=== What the task requires ===
Retype the data below exactly, skipping pictures.

[[ Available data open ]]

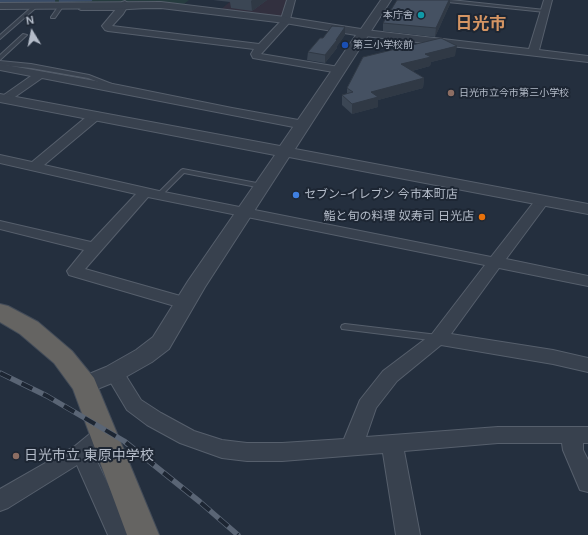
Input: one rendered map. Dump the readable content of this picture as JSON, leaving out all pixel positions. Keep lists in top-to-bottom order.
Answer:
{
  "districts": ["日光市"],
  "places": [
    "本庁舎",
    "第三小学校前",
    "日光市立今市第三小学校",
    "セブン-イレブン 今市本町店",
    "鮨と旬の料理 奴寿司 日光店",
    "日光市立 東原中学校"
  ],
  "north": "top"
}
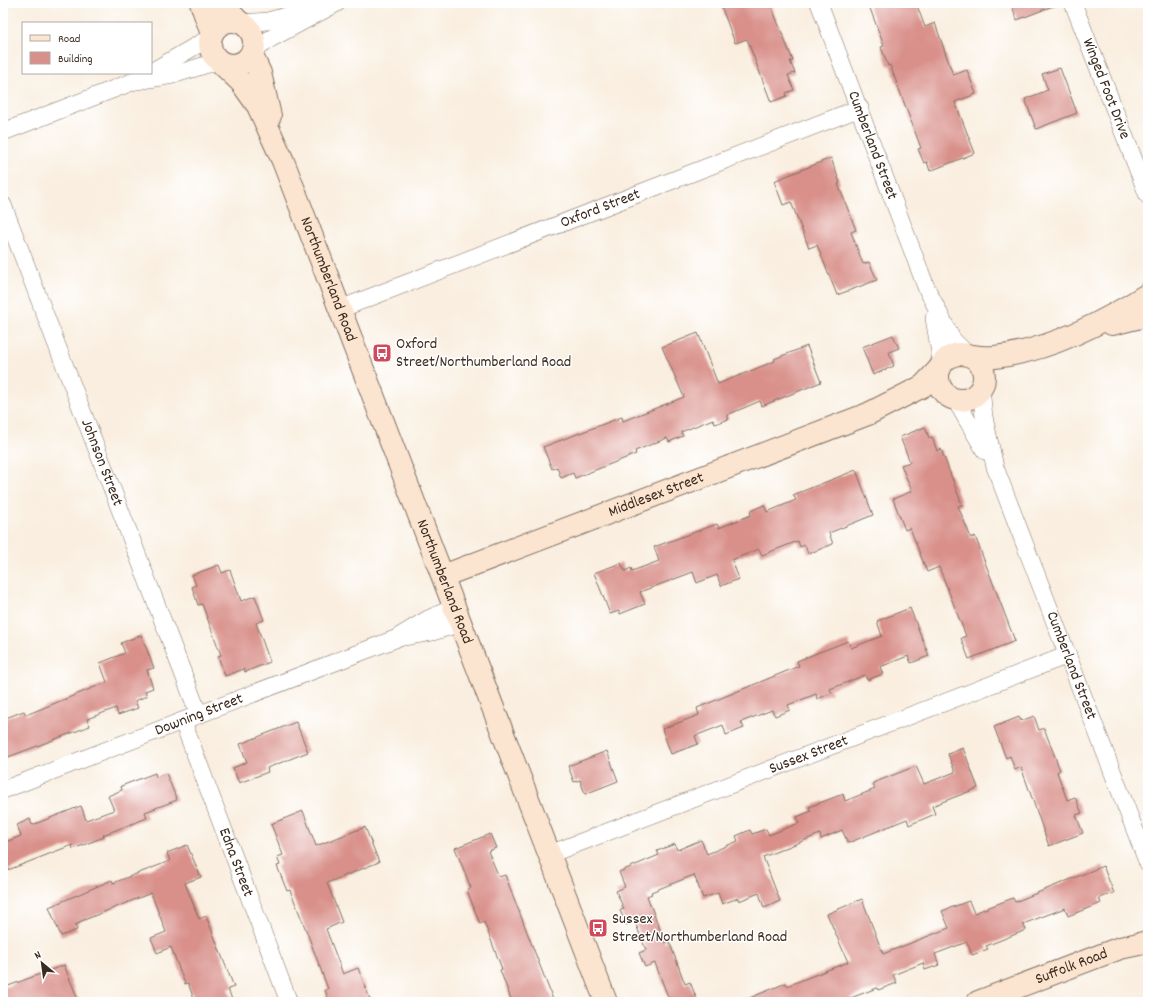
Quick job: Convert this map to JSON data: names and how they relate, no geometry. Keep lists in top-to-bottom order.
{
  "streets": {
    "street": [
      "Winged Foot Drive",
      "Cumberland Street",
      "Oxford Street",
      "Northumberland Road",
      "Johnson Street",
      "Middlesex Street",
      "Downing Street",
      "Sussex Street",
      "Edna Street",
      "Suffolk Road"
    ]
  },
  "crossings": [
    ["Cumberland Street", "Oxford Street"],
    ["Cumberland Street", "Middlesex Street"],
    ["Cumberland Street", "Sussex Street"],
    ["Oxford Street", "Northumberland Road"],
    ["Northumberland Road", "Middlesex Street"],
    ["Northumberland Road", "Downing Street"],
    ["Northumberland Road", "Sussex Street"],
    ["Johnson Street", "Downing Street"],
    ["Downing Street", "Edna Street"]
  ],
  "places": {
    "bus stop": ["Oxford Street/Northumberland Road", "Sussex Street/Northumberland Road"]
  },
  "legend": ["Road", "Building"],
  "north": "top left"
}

[[ Available data closed ]]

=== Result of this exercise ===
Input: one rendered map. Dump the readable content of this picture as JSON, leaving out all pixel positions. Keep lists in top-to-bottom order.
Answer:
{
  "districts": ["日光市"],
  "places": [
    "本庁舎",
    "第三小学校前",
    "日光市立今市第三小学校",
    "セブン-イレブン 今市本町店",
    "鮨と旬の料理 奴寿司 日光店",
    "日光市立 東原中学校"
  ],
  "north": "top"
}
Quick job: Convert this map to JSON data: names and how they relate, no geometry. Keep lists in top-to-bottom order.
{
  "streets": {
    "street": [
      "Winged Foot Drive",
      "Cumberland Street",
      "Oxford Street",
      "Northumberland Road",
      "Johnson Street",
      "Middlesex Street",
      "Downing Street",
      "Sussex Street",
      "Edna Street",
      "Suffolk Road"
    ]
  },
  "crossings": [
    ["Cumberland Street", "Oxford Street"],
    ["Cumberland Street", "Middlesex Street"],
    ["Cumberland Street", "Sussex Street"],
    ["Oxford Street", "Northumberland Road"],
    ["Northumberland Road", "Middlesex Street"],
    ["Northumberland Road", "Downing Street"],
    ["Northumberland Road", "Sussex Street"],
    ["Johnson Street", "Downing Street"],
    ["Downing Street", "Edna Street"]
  ],
  "places": {
    "bus stop": ["Oxford Street/Northumberland Road", "Sussex Street/Northumberland Road"]
  },
  "legend": ["Road", "Building"],
  "north": "top left"
}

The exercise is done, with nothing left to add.